Réponse de la Cour L’article L. 415-10, paragraphe 4, alinéa 5, du Code du travail dispose « Dans le mois qui suit la mise à pied, le délégué peut demander, par simple requête, au président de la juridiction du travail qui statue d’urgence et comme en matière sommaire, les parties entendues ou dûment convoquées, de se prononcer sur le maintien ou la suspension du salaire au-delà de la durée de trois mois, en attendant la solution définitive du litige. ».

Vu l’article 150, alinéa 1, du Nouveau Code de procédure civile qui dispose « L’appel relevé des décisions des tribunaux du travail est porté devant la Cour d’appel. ».

Le magistrat présidant la chambre de la Cour d’appel à laquelle sont attribués les appels en matière de droit du travail s’est, implicitement, déclaré compétent pour statuer sur base de l’article L. 415-10, paragraphe 4, alinéa 5, du Code du travail en retenant qu’il avait été irrégulièrement saisi de l’appel interjeté par voie de requête.

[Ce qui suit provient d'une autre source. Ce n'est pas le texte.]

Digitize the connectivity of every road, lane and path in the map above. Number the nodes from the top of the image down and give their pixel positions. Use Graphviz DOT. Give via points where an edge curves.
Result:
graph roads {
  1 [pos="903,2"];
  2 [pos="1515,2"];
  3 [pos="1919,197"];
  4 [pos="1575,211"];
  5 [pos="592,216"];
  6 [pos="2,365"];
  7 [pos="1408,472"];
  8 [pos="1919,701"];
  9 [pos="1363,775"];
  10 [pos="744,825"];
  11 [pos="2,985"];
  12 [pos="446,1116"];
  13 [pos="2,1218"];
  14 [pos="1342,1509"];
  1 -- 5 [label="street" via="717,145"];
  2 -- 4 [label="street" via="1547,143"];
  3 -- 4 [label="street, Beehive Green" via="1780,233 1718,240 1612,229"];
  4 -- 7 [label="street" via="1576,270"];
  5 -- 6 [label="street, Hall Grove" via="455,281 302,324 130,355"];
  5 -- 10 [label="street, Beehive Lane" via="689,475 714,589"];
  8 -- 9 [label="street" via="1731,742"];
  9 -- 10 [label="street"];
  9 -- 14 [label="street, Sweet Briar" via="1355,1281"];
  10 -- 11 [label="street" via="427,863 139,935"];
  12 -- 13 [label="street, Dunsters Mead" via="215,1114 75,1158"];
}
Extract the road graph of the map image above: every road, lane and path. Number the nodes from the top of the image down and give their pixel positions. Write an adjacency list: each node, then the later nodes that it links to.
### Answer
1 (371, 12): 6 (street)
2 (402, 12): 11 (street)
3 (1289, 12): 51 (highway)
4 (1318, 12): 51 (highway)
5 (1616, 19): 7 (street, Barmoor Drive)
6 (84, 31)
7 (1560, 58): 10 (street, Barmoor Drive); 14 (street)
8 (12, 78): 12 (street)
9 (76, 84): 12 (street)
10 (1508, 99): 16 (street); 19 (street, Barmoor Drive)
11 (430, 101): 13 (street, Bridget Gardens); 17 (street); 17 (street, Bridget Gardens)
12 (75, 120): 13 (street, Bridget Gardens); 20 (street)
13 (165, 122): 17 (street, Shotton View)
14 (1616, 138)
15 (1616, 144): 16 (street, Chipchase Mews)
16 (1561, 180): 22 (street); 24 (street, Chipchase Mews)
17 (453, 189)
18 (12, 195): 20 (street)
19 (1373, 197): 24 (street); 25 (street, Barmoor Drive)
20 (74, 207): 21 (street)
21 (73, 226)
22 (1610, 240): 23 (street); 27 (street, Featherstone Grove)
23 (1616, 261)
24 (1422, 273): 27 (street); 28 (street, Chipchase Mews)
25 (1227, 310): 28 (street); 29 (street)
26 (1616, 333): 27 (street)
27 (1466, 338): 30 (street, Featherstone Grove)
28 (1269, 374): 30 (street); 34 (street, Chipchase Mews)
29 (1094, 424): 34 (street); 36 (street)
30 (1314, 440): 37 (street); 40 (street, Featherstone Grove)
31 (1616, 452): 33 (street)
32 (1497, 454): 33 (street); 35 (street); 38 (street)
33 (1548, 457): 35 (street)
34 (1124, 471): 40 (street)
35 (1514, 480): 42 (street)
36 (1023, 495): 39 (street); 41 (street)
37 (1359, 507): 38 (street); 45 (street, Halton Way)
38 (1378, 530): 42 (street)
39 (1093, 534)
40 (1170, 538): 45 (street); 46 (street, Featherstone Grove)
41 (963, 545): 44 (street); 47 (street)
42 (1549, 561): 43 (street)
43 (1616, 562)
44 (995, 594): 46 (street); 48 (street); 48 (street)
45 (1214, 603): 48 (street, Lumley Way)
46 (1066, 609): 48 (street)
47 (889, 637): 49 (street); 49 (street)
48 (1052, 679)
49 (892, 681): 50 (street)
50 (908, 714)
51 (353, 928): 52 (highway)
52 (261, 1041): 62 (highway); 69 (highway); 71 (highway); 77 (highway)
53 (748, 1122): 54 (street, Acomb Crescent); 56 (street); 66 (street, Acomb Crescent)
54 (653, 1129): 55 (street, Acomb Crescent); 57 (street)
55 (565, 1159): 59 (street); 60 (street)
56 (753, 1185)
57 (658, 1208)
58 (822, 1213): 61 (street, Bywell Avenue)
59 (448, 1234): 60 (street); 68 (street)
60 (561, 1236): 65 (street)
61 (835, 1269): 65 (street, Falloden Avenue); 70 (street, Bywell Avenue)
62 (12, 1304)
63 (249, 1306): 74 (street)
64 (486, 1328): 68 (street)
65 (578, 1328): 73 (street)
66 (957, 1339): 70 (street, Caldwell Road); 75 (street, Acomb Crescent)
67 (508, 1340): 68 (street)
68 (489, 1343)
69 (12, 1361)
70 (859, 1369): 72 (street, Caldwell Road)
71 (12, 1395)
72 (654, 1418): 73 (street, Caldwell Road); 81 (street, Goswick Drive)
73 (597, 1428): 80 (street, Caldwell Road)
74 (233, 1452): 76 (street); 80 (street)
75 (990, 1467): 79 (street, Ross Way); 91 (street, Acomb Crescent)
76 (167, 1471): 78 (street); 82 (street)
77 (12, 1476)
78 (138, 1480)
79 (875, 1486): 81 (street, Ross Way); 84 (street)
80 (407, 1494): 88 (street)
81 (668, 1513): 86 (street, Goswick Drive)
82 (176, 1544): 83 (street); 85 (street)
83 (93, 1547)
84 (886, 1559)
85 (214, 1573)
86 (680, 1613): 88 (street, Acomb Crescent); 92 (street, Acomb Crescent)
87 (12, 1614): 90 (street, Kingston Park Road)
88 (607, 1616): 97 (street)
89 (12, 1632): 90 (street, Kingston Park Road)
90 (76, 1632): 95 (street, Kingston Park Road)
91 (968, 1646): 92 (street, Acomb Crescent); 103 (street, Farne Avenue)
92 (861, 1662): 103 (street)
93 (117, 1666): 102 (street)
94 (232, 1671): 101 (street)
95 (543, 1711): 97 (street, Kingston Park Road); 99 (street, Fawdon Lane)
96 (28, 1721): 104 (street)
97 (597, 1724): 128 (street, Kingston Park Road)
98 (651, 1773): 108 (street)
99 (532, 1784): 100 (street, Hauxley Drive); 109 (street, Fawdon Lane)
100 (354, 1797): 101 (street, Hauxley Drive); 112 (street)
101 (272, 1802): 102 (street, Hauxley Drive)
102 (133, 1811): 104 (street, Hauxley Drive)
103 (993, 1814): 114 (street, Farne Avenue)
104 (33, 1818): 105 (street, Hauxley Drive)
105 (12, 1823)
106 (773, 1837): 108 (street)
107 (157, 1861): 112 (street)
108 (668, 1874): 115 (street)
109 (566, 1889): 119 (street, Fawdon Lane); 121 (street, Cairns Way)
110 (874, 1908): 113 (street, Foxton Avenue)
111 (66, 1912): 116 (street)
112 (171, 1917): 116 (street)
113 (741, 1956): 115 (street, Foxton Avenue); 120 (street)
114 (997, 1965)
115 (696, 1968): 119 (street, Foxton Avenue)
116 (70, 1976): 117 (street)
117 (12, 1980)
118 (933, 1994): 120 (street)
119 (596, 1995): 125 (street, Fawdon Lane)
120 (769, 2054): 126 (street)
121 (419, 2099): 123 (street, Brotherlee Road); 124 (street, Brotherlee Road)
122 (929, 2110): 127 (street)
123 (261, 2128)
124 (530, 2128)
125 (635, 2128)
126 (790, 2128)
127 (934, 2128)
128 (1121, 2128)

L’article L. 415-10, paragraphe 4, alinéa 5, du Code du travail ne contient pas de disposition relative à l’existence d’une voie d’appel et à la juridiction compétente pour en connaître.

Le droit d’appel, en toutes matières, contre les jugements de première instance, sauf s’il en est autrement disposé, découle de l’article 578 du Nouveau Code de procédure civile.

En l’absence d’une disposition légale spécifique déterminant la juridiction compétente pour connaître de l’appel d’une décision rendue sur base de l’article L. 415-10, paragraphe 4, alinéa 5, du Code du travail, la disposition de droit commun de l’article 150, alinéa 1, du Nouveau Code de procédure civile s’applique.

Par conséquent, l’appel contre une décision rendue sur base de l’article L. 415-10, paragraphe 4, alinéa 5, du Code du travail doit être porté devant la chambre de la Cour d’appel siégeant en matière de droit du travail.

Il s’ensuit que l’ordonnance encourt la cassation.

Eu égard à la réponse donnée au moyen, il n’y a pas lieu à renvoi.

Sur la demande en allocation d’une indemnité de procédure Le défendeur en cassation étant à condamner aux frais et dépens de l’instance en cassation, sa demande en allocation d’une indemnité de procédure est à rejeter.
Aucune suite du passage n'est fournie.